(Bloomberg) -- With banks reducing lending to Europe’s wobbly real estate markets, investors are stepping into the breach to provide much-needed financing for strapped property companies.
Since last year, pension funds, insurers and private equity firms have accumulated more than $8 billion to invest in European real estate debt, making it the second most popular bet in the sector, according to data from research firm Preqin.
Without new financing sources, landlords face pressure to sell properties to pay off loans, a scenario that would further weigh on valuations and trigger a downward spiral. But the fresh cash is just a fraction of the looming funding gap. PGIM Real Estate expects European banks to withdraw as much as €125 billion ($132 billion) from property lending, just as about €200 billion in debt matures this year and next.
The extent to which new lenders can fill the gap — and the price they’ll charge to stabilize balance sheets — will start taking shape at the annual Mipim property conference in Cannes this week. Unlike past years when multi-billion-euro portfolios changed hands, credit is the main focus for the 23,000 attendees.
“Debt has moved up to the top of the investor priority pile,” said Dan Pottorff, head of debt investment at Tristan Capital Partners. The private equity firm just completed raising a €500 million fund to invest in property loans.
Despite the volatility roiling real estate markets, investors see potential to generate high returns with manageable risk. While property prices are declining in markets like the UK and Sweden, Europe’s economies are holding up despite the energy crisis and higher interest rates, and employment remains high. That means tenants are likely to keep paying.
“Optimism may seem counterintuitive amid a backdrop of prevailing market volatility, tightening monetary policy, and a looming recession,” Michael Boxer, co-head of private real estate debt at CentreSquare, said in a report this month. “However, as real estate debt providers, we are perhaps the most enthusiastic we have ever been.”
In addition to a series of new funds, US insurer W.R. Berkley Corp. has backed Birchwood Real Estate Capital, a recently established debt platform founded by former Blackstone Inc. executive Lorna Brown. Los Angeles-based CIM Group LLC, which manages about $10 billion of real estate debt, is now establishing a team to lend in Europe and has hired property-debt specialist Tal Lev-Ari in London.
Banks are being compelled to pull back from real estate lending in the face of falling values and the imminent introduction of new Basel III rules that introduce a minimum capital floor. On top of that, accounting changes tighten rules on bad loans.
“That’s all adding up to make banks pause,” said Andrew Radkiewicz, global head of private debt strategy at PGIM Real Estate.
While real estate lending in Europe has traditionally been dominated by banks, that began to change after the financial crisis. Dozens of credit funds and insurance companies have now begun lending. In the first half of last year, these lenders accounted for a greater share of new real estate loans in the UK than British banks for the first time, according to a survey by Bayes business school.

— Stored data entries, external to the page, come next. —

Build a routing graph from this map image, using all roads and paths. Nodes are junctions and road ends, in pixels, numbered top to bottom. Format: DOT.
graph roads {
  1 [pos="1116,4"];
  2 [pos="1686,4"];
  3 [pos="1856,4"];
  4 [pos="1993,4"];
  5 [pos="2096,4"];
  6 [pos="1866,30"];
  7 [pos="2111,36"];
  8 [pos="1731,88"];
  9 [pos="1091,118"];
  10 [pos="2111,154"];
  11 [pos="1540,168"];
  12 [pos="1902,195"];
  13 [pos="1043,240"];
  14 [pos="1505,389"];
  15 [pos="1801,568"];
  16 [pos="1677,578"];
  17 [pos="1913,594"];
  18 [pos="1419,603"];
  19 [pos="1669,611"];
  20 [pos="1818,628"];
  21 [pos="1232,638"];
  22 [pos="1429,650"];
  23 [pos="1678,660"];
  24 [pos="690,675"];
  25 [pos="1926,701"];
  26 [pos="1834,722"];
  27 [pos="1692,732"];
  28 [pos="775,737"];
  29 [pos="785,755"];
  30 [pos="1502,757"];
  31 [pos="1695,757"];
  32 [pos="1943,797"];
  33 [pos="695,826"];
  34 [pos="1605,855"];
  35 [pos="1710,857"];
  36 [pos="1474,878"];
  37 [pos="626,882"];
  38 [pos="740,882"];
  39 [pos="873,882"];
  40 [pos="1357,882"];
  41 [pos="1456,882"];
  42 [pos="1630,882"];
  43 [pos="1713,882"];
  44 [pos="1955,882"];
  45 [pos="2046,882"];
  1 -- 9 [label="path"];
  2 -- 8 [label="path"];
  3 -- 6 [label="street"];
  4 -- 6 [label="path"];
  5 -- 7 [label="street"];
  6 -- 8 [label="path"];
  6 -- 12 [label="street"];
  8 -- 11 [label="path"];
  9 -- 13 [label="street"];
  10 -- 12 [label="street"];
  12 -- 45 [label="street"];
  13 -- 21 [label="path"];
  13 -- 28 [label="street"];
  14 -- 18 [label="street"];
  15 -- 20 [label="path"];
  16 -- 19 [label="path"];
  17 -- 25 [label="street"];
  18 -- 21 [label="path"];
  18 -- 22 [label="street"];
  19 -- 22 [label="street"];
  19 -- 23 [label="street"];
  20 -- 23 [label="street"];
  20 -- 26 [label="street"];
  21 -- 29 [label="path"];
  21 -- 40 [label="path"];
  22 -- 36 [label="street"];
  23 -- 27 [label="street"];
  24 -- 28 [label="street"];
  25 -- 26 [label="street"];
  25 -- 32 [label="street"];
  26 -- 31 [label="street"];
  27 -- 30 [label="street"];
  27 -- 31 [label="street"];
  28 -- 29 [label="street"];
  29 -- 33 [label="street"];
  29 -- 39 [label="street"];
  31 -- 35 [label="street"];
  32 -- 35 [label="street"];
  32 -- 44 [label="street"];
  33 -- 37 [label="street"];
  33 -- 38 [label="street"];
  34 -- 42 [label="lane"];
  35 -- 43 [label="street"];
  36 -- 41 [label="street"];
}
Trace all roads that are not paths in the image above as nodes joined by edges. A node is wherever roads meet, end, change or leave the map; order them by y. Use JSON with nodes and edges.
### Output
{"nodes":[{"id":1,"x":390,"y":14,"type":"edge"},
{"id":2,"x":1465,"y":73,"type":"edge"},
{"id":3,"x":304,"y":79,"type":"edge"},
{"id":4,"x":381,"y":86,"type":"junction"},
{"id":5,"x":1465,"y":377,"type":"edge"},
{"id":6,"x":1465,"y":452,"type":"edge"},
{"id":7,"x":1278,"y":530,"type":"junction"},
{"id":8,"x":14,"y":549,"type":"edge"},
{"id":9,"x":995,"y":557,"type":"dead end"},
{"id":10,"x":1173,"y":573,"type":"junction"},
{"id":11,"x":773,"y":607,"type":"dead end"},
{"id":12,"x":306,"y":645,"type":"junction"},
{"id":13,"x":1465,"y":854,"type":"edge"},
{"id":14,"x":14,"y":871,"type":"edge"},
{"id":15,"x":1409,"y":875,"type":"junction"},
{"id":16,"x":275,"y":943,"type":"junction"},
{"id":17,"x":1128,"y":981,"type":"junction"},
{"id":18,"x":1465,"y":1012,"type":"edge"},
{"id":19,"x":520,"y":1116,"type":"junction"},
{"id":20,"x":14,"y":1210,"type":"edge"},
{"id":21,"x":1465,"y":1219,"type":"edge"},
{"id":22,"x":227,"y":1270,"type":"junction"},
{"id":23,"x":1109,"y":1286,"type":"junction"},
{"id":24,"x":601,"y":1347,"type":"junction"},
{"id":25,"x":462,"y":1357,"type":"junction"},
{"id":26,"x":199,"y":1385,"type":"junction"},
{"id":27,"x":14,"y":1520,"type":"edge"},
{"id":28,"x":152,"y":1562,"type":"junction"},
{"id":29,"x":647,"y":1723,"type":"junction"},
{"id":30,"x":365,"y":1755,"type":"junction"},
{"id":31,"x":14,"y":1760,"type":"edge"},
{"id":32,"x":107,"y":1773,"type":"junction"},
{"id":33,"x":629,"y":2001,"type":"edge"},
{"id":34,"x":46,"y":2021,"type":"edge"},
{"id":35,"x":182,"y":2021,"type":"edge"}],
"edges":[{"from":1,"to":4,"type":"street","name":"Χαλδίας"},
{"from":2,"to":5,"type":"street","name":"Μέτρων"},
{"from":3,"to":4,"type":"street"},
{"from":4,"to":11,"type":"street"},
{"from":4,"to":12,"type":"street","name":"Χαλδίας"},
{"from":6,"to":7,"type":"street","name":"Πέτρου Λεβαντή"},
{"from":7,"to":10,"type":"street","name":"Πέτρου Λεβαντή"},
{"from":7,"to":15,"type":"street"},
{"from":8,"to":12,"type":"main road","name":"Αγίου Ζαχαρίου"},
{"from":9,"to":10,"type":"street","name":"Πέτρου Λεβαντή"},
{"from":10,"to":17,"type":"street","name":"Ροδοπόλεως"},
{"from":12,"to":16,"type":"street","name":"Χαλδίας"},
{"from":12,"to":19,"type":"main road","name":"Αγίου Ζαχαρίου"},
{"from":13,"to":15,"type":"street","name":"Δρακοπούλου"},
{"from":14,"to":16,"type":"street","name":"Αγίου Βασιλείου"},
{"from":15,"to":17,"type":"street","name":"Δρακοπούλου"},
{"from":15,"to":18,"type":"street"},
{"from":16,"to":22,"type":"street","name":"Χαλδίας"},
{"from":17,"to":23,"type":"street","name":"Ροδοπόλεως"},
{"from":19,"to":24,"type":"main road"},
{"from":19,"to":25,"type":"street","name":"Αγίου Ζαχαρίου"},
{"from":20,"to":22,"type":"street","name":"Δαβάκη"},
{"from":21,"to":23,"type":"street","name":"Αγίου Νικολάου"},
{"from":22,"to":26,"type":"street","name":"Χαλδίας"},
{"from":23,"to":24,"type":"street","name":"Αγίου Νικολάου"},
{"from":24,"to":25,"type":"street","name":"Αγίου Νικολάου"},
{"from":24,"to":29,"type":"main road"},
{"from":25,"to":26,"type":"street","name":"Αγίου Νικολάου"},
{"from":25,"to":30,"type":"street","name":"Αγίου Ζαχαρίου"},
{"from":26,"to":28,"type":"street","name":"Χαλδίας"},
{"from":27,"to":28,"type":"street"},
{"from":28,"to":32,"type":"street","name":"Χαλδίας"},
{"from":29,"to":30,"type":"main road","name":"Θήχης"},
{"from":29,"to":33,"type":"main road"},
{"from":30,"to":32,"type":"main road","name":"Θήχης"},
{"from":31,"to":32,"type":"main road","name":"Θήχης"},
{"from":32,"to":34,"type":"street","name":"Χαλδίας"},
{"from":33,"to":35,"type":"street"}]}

Cracks are starting to show in Europe’s real estate market and that could mean opportunities for alternative lenders. Apollo Global Management Inc. sold off a loan on a London office building, Blackstone Inc.-sponsored mortgage securities was declared to be in default earlier this month, and landlords Adler Group SA and Corestate Capital Holding SA are in the process of restructuring their debts, Bloomberg News has reported.
“Our alternative credit business is seeing a significant influx of activity,” Michael Zerda, co-chief investment officer at LaSalle Investment Management, said in a Bloomberg TV interview. “It is a very powerful source of capital in the marketplace today.”
While the new financing is welcome, the funding gap is set to be enormous and alternative lenders are being careful. To hedge their bets and squeeze out higher margins, some are pushing so-called whole loans — a hybrid between senior bank credit and mezzanine debt. That would put investors in better position to recover their funds if the borrower struggles.
“We are very much focused on the ‘whole loan’ product because we think it is the answer to some of the issues that are going to come,” said Dale Lattanzio, managing partner of DRC Savills Investment Management.
For now, the focus is on refinancing rather than lending against new deals. That’s because there’s few transactions happening other than where landlords are under pressure to sell.
“The market fracturing has made it even more interesting to focus on credit this year,” said Jay Kwan, a managing director at QuadReal Property Group, the real estate arm of British Columbia Investment,.